No restaurante do programa Prato Cheio, a autônoma relata que a refeição a R$ 1 consegue mantê-la no curso de língua portuguesa, a algumas ruas da unidade, e ajuda nas finanças da casa onde mora com o marido e o filho de 20 anos.

"[Como aqui] Para economizar. Alimentar-se por conta própria ainda é muito caro para nós e aqui a comida é muito boa, eu gosto muito. Meu filho também gosta", disse.

Mesmo com esposo e filho empregados, a venezuelana ainda se encaixa nos requisitos de vulnerabilidade alimentar da Secretaria de Estado de Assistência Social, que coordena o programa.

Funcionário dos Correios pega fila para almoçar por R$ 1 no Prato Cheio do centro de Manaus - Indiara Bessa/UOL - Indiara Bessa/UOL
Funcionário dos Correios pega fila para almoçar por R$ 1 no Prato Cheio do centro de Manaus
Imagem: Indiara Bessa/UOL

Enquanto coleta os dados cadastrais das pessoas para o almoço, uma funcionária afirma ter notado um aumento da procura pelo serviço, sobretudo a partir da pandemia. A unidade do centro é a única do Prato Cheio que serve 600 refeições completas — 200 a mais que as outras unidades da capital e do interior.

"Para mim, como imigrante, é uma ajuda muito essencial na minha vida.
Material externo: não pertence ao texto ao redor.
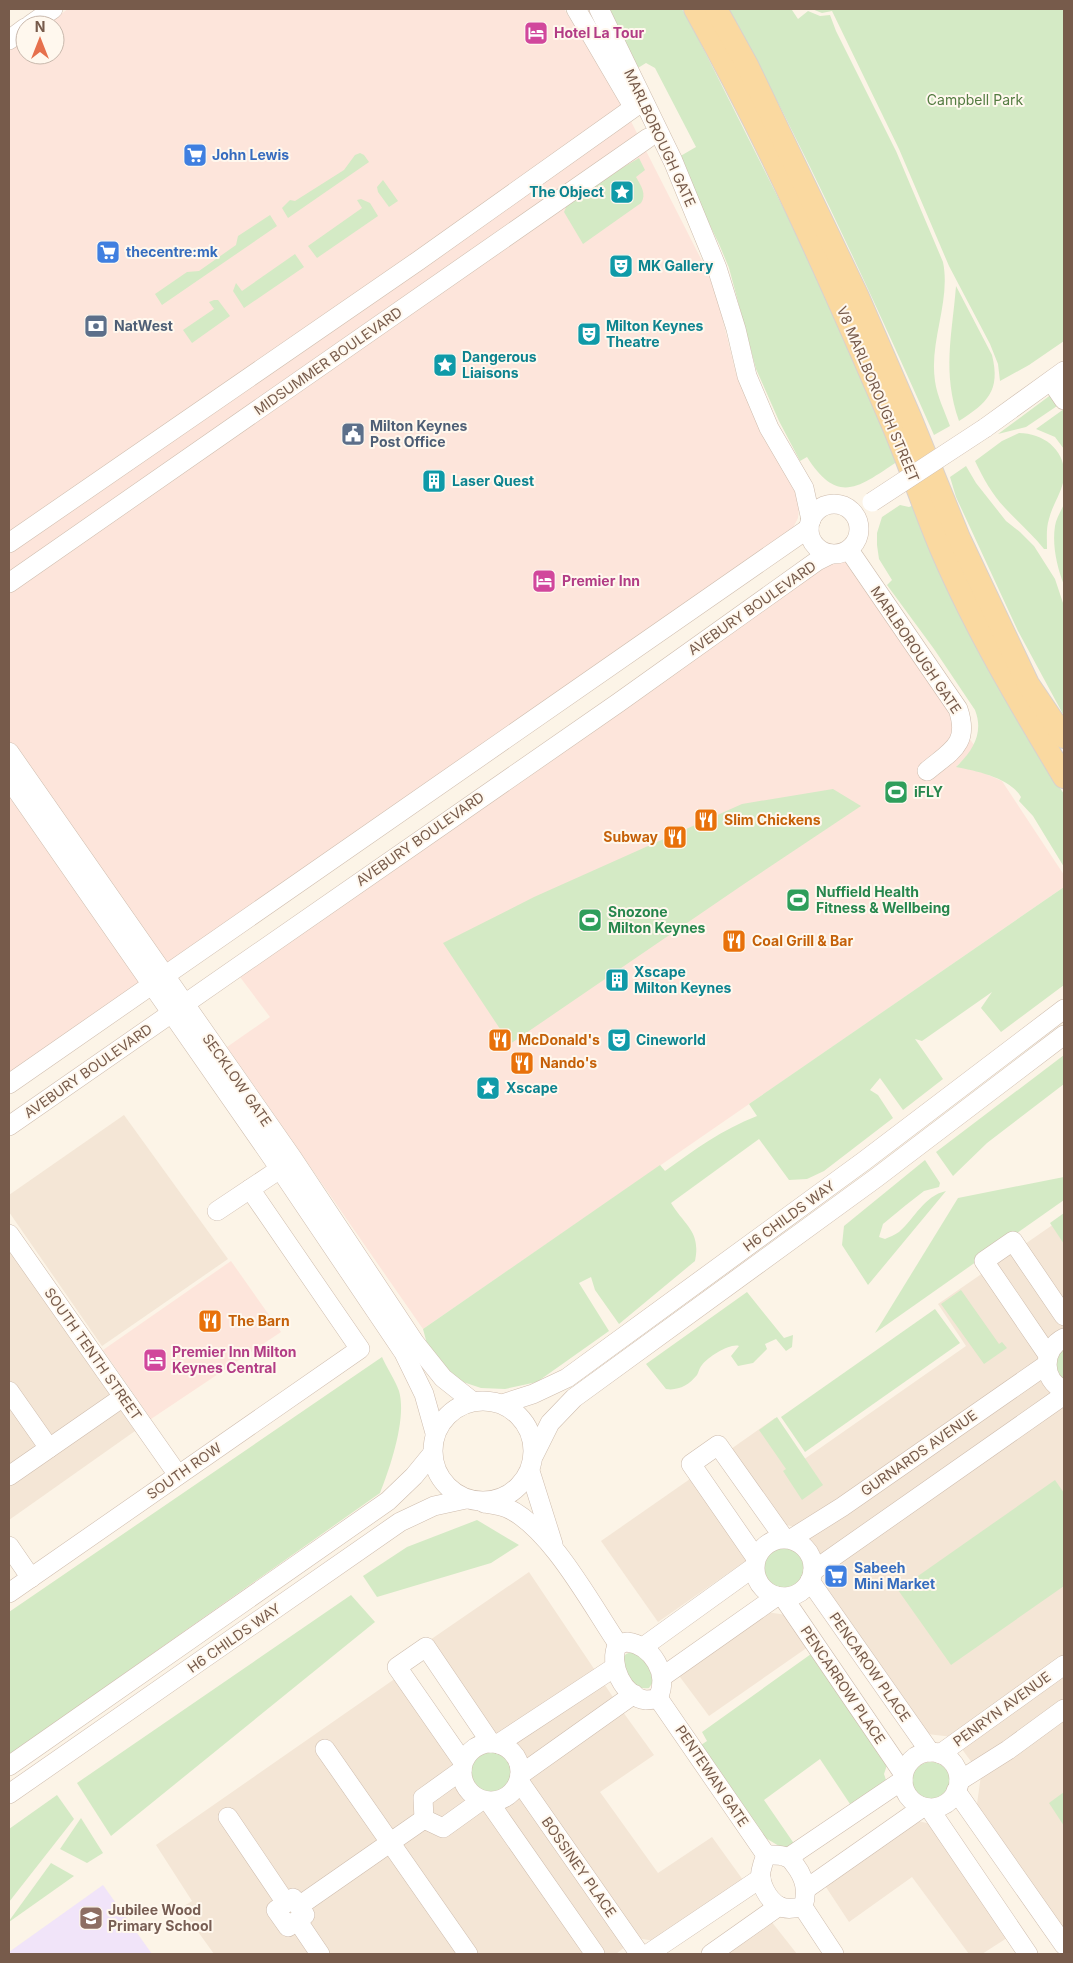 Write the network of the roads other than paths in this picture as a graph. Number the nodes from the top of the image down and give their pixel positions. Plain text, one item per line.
1 (53, 9) edge
2 (576, 9) edge
3 (588, 9) edge
4 (599, 9) edge
5 (695, 9) edge
6 (716, 9) edge
7 (41, 15) edge
8 (629, 90) junction
9 (648, 138) junction
10 (668, 165) junction
11 (1058, 376) edge
12 (1064, 400) edge
13 (804, 488) junction
14 (872, 502) junction
15 (841, 506) junction
16 (859, 524) junction
17 (805, 529) junction
18 (9, 543) edge
19 (832, 555) junction
20 (9, 584) edge
21 (1064, 737) edge
22 (9, 752) edge
23 (927, 771) dead end
24 (1064, 777) edge
25 (9, 779) edge
26 (158, 980) junction
27 (178, 1009) junction
28 (1064, 1009) edge
29 (1064, 1035) edge
30 (9, 1084) edge
31 (9, 1126) edge
32 (280, 1169) junction
33 (250, 1189) junction
34 (217, 1212) dead end
35 (9, 1234) edge
36 (1064, 1316) edge
37 (1064, 1338) edge
38 (1047, 1360) junction
39 (1064, 1390) edge
40 (9, 1391) edge
41 (1064, 1395) edge
42 (123, 1396) junction
43 (472, 1401) junction
44 (502, 1404) junction
45 (435, 1433) junction
46 (49, 1448) junction
47 (432, 1454) junction
48 (532, 1463) junction
49 (178, 1475) junction
50 (9, 1476) edge
51 (473, 1500) junction
52 (788, 1539) junction
53 (9, 1546) edge
54 (555, 1550) junction
55 (755, 1562) junction
56 (812, 1576) junction
57 (31, 1578) junction
58 (9, 1593) edge
59 (780, 1597) junction
60 (618, 1644) junction
61 (643, 1647) junction
62 (1064, 1665) edge
63 (615, 1666) junction
64 (662, 1677) junction
65 (634, 1694) junction
66 (658, 1698) junction
67 (1064, 1709) edge
68 (495, 1743) junction
69 (325, 1749) dead end
70 (935, 1753) junction
71 (9, 1766) edge
72 (462, 1766) junction
73 (903, 1776) junction
74 (520, 1778) junction
75 (957, 1786) junction
76 (9, 1794) edge
77 (485, 1801) junction
78 (926, 1808) junction
79 (228, 1818) dead end
80 (424, 1819) junction
81 (391, 1843) junction
82 (766, 1855) junction
83 (789, 1857) junction
84 (761, 1878) junction
85 (804, 1898) junction
86 (779, 1906) junction
87 (294, 1910) junction
88 (1064, 1945) edge
89 (320, 1954) edge
90 (468, 1954) edge
91 (595, 1954) edge
92 (641, 1954) edge
93 (711, 1954) edge
94 (834, 1954) edge
95 (1028, 1954) edge

1 - 7 street
2 - 8 street, MARLBOROUGH GATE
3 - 8 street, MARLBOROUGH GATE
4 - 8 street, MARLBOROUGH GATE
5 - 24 main road, V8 MARLBOROUGH STREET
6 - 21 main road, V8 MARLBOROUGH STREET
8 - 9 street, MARLBOROUGH GATE
8 - 10 street, MARLBOROUGH GATE
8 - 18 street
9 - 10 street, MARLBOROUGH GATE
9 - 20 street, MIDSUMMER BOULEVARD
10 - 13 street, MARLBOROUGH GATE
11 - 12 street
11 - 14 street, bridge
13 - 15 street
13 - 17 street, MARLBOROUGH GATE
14 - 15 street
14 - 16 street
15 - 16 street
15 - 17 street
16 - 19 street
17 - 19 street
17 - 26 street
19 - 23 street, MARLBOROUGH GATE
19 - 27 street, AVEBURY BOULEVARD
22 - 26 street
25 - 26 street
26 - 27 street
26 - 30 street
27 - 31 street, AVEBURY BOULEVARD
27 - 32 street, SECKLOW GATE
27 - 43 street, SECKLOW GATE
28 - 44 street, H6 CHILDS WAY
29 - 48 street, H6 CHILDS WAY
32 - 33 street
32 - 45 street, SECKLOW GATE
33 - 34 street
33 - 49 street, SOUTH ROW
35 - 42 street, SOUTH TENTH STREET
36 - 38 street
37 - 38 street, GURNARDS AVENUE
38 - 39 street
38 - 52 street, GURNARDS AVENUE
40 - 46 street
41 - 56 street
42 - 46 street
42 - 49 street, SOUTH TENTH STREET
43 - 44 street
43 - 45 street
44 - 48 street
45 - 47 street
46 - 50 street
47 - 51 street
47 - 71 street, H6 CHILDS WAY
48 - 51 street
48 - 54 street
49 - 57 street, SOUTH ROW
51 - 54 street
51 - 76 street, H6 CHILDS WAY
52 - 55 street
52 - 55 street
52 - 56 street
53 - 57 street
54 - 60 street
55 - 59 street
55 - 61 street
56 - 59 street
56 - 70 street, PENCAROW PLACE
57 - 58 street, SOUTH ROW
59 - 64 street
59 - 73 street, PENCARROW PLACE
60 - 61 street
60 - 63 street
61 - 64 street
62 - 70 street, PENRYN AVENUE
63 - 65 street
63 - 68 street
64 - 66 street
65 - 66 street
65 - 74 street
66 - 82 street, PENTEWAN GATE
67 - 75 street
68 - 72 street
68 - 72 street
68 - 74 street
69 - 81 street
70 - 73 street
70 - 75 street
72 - 77 street
72 - 80 street
73 - 78 street
73 - 83 street
74 - 77 street
74 - 92 street, BOSSINEY PLACE
75 - 78 street
75 - 88 street
77 - 80 street
77 - 91 street
78 - 85 street
78 - 95 street
79 - 87 street
80 - 81 street
81 - 87 street
81 - 90 street
82 - 83 street
82 - 84 street
83 - 85 street
84 - 86 street
84 - 92 street
85 - 86 street
85 - 94 street
86 - 93 street
87 - 89 street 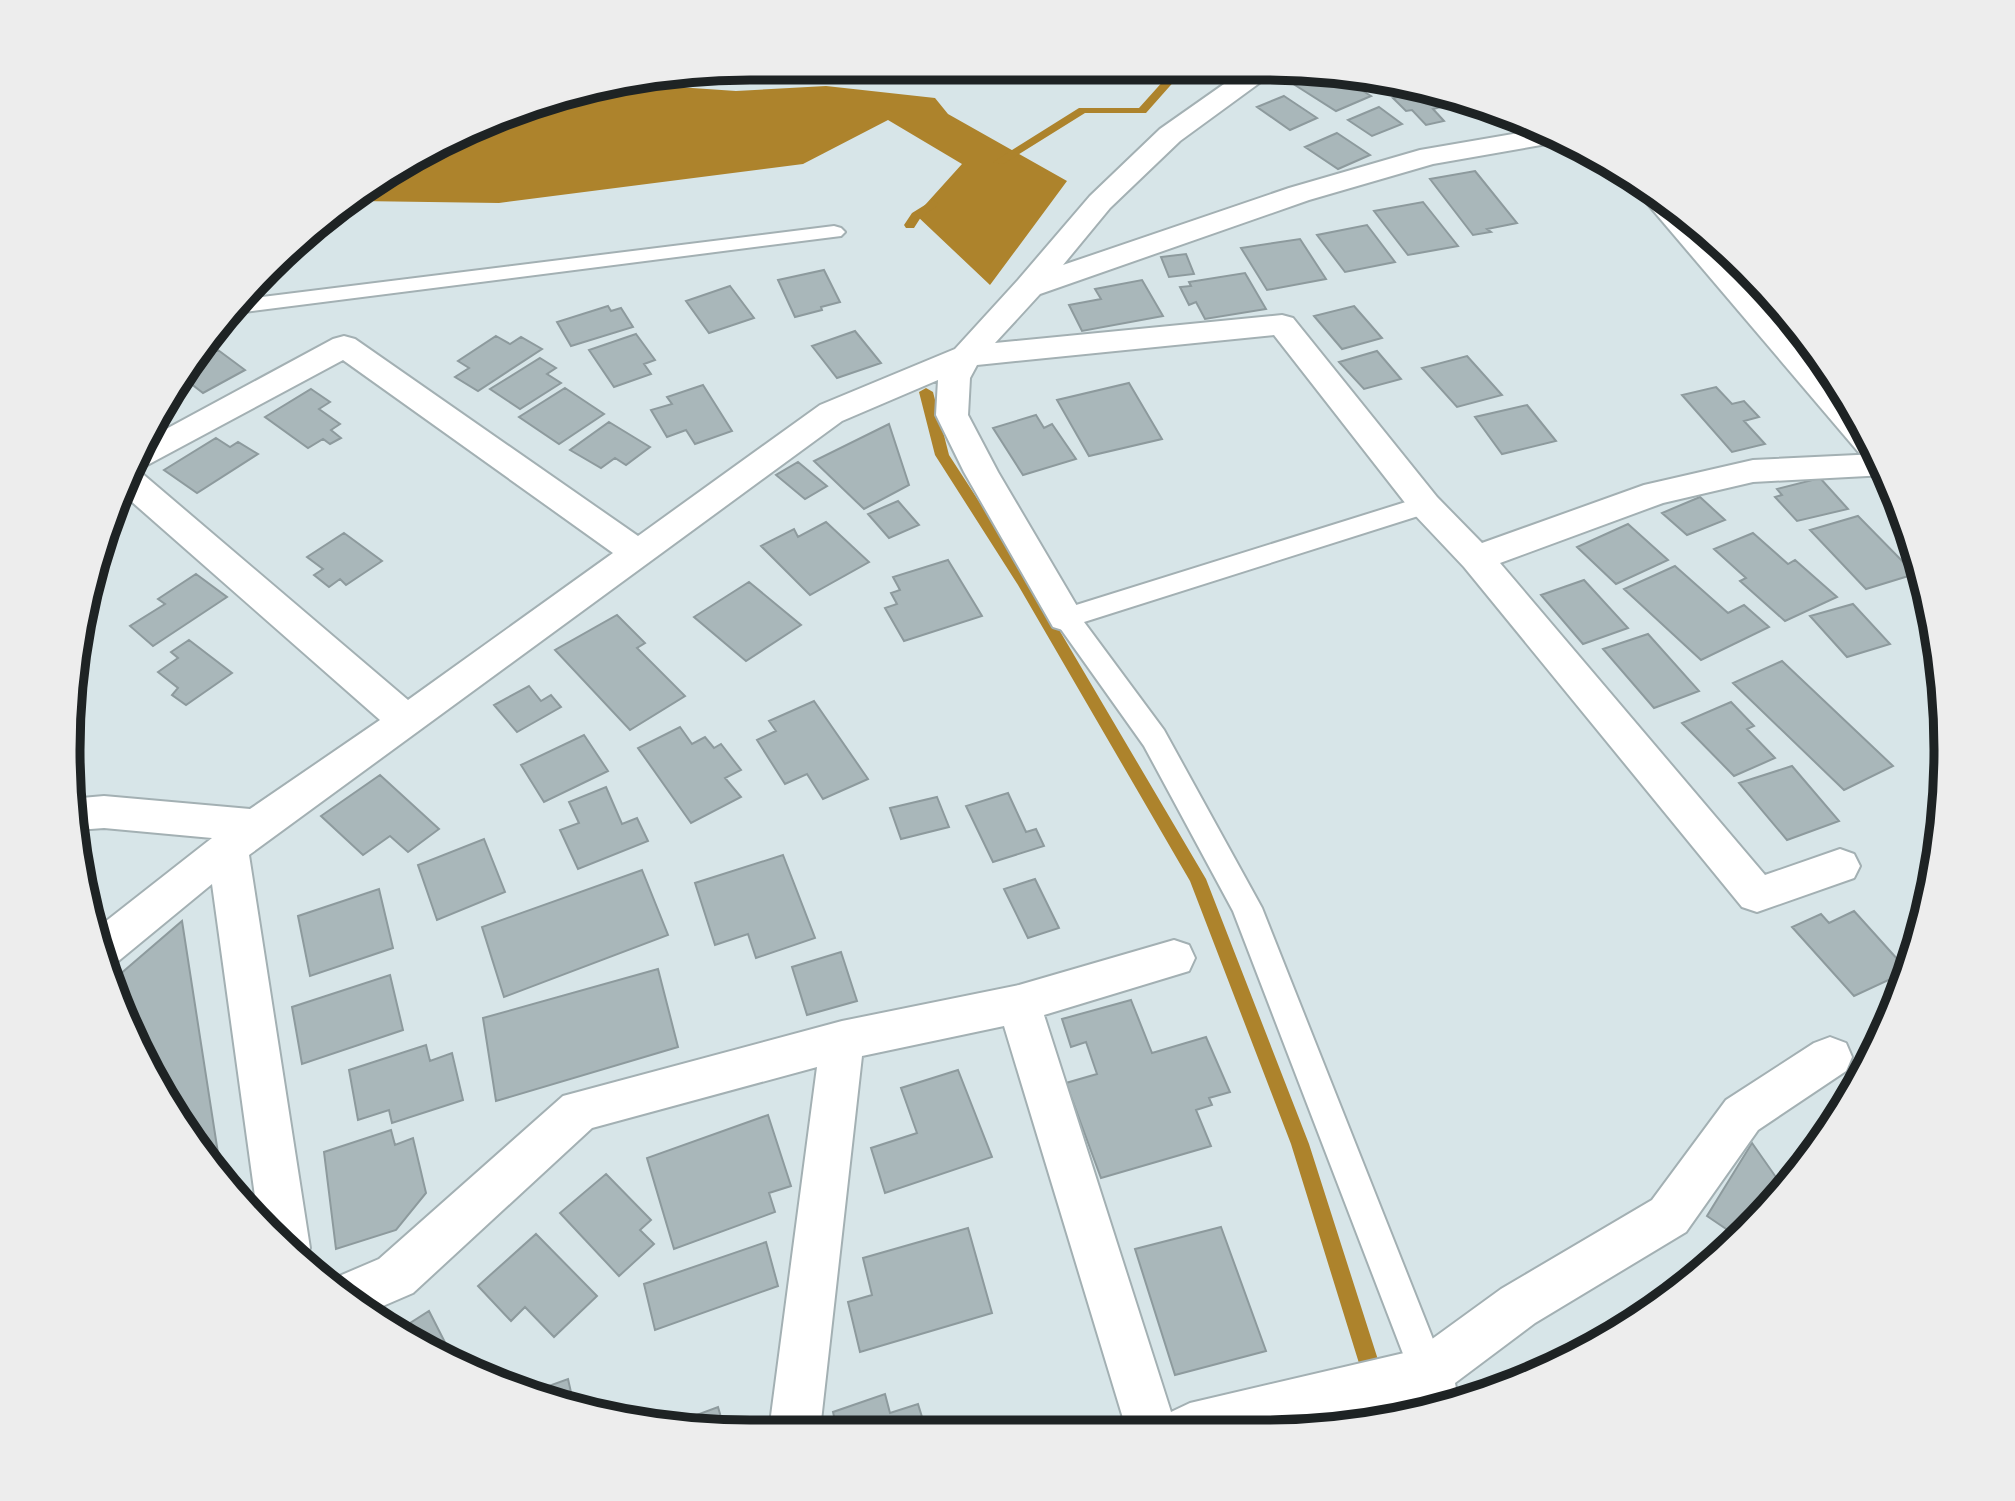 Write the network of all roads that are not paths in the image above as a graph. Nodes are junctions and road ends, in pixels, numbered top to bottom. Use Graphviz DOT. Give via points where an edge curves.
graph roads {
  1 [pos="1246,80"];
  2 [pos="1535,138"];
  3 [pos="1686,230"];
  4 [pos="834,232"];
  5 [pos="1029,288"];
  6 [pos="250,306"];
  7 [pos="965,356"];
  8 [pos="1843,412"];
  9 [pos="152,451"];
  10 [pos="1870,466"];
  11 [pos="136,486"];
  12 [pos="1425,505"];
  13 [pos="638,553"];
  14 [pos="1476,558"];
  15 [pos="1066,618"];
  16 [pos="407,721"];
  17 [pos="84,813"];
  18 [pos="242,838"];
  19 [pos="1840,866"];
  20 [pos="109,944"];
  21 [pos="1174,958"];
  22 [pos="1019,1004"];
  23 [pos="842,1041"];
  24 [pos="1830,1057"];
  25 [pos="284,1231"];
  26 [pos="357,1293"];
  27 [pos="1431,1389"];
  28 [pos="795,1420"];
  29 [pos="1149,1420"];
  30 [pos="1239,1420"];
  1 -- 5 [label="street" via="1170,135 1100,202"];
  2 -- 5 [label="street" via="1430,156 1299,194"];
  3 -- 8 [label="street"];
  4 -- 6 [label="lane"];
  5 -- 7 [label="street"];
  7 -- 12 [label="street" via="1283,325"];
  7 -- 13 [label="street" via="831,413"];
  7 -- 15 [label="street" via="954,378 952,415"];
  9 -- 13 [label="street" via="344,346"];
  10 -- 14 [label="street" via="1754,471 1656,493"];
  11 -- 16 [label="street"];
  12 -- 14 [label="street"];
  12 -- 15 [label="lane"];
  13 -- 16 [label="street"];
  14 -- 19 [label="street" via="1757,895"];
  15 -- 27 [label="lane" via="1154,738 1247,908"];
  16 -- 18 [label="street"];
  17 -- 18 [label="street" via="104,812"];
  18 -- 20 [label="street"];
  18 -- 25 [label="street"];
  21 -- 22 [label="street"];
  22 -- 23 [label="street"];
  22 -- 29 [label="street"];
  23 -- 26 [label="street" via="579,1111 396,1276"];
  23 -- 28 [label="street"];
  24 -- 27 [label="street" via="1742,1115 1669,1216 1518,1306"];
  27 -- 30 [label="street"];
}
Economizo dinheiro que pode servir para outras coisas", relatou Janet.

Ao todo existem 27 restaurantes populares no Amazonas. Até 2021 só havia sete unidades do Prato Cheio, e todos ficavam na capital. A expansão é recente. O programa existe em duas modalidades: Cozinha Popular e Restaurante Popular. Os locais de implantação das unidades ficam a critério da secretaria, que analisa os pontos da cidade com maior índice de pessoas em situação de insegurança alimentar.

Fila do restaurante popular no centro de Manaus, antes das 8h - Indiara Bessa/UOL - Indiara Bessa/UOL
Fila do restaurante popular no centro de Manaus, antes das 8h
Imagem: Indiara Bessa/UOL

Solidão e aperto

Frequentador antes e após a reforma do Prato Cheio do centro, Rosemiro Marques, 77, é morador da "periferia do centro", como ele mesmo diz — uma casa de 19 m² no bairro São Lázaro, abriga apenas o aposentado.

A vida de salário mínimo e "bicos" como eletricista ainda não supre todas as necessidades de Rosemiro. "Eu pago aluguel, por sinal caro pra caramba para o meu bolso. Pago luz também, muito caro. Tudo isso com os R$ 1,2 mil que recebo, que é muito pouco", relatou.

Além das despesas, ele conta que todos os meses tenta ajudar os filhos financeiramente. "Onde moro é pequeno demais para mim, mas eu não tenho condições para pagar um melhor, para ficar melhor do que eu já estou vivendo. Procuro viver da maneira que posso", afirmou.

A frequência nos restaurantes tornou-se quase um hábito nos últimos dois anos, segundo o aposentado. O almoço tornou-se, ainda, uma forma de não se sentir sozinho em casa.

"Aqui no restaurante pelo menos tenho com quem conversar. Mas venho porque preciso. Se for comer em outros lugares, o prato de comida é mais de R$ 20. Gastar tudo isso por semana está fora de cogitação", explicou.

O cadeirante Alberto Filho, 38, é estudante de mecatrônica e busca uma oportunidade de emprego. Para ele, o restaurante popular tem a função de amparar quem não tem condições de comer próximo ao seu local de trabalho ou estudo, como ele. Para não abandonar o curso, ele se alimenta pela quantia de R$ 1 antes das aulas.

"A opção é boa. Vou para faculdade e já tenho o almoço de cada dia", diz ele. Após uma longa recuperação contra o vício em drogas, ele conta que se emociona com a possibilidade de conseguir realizar as refeições todos os dias.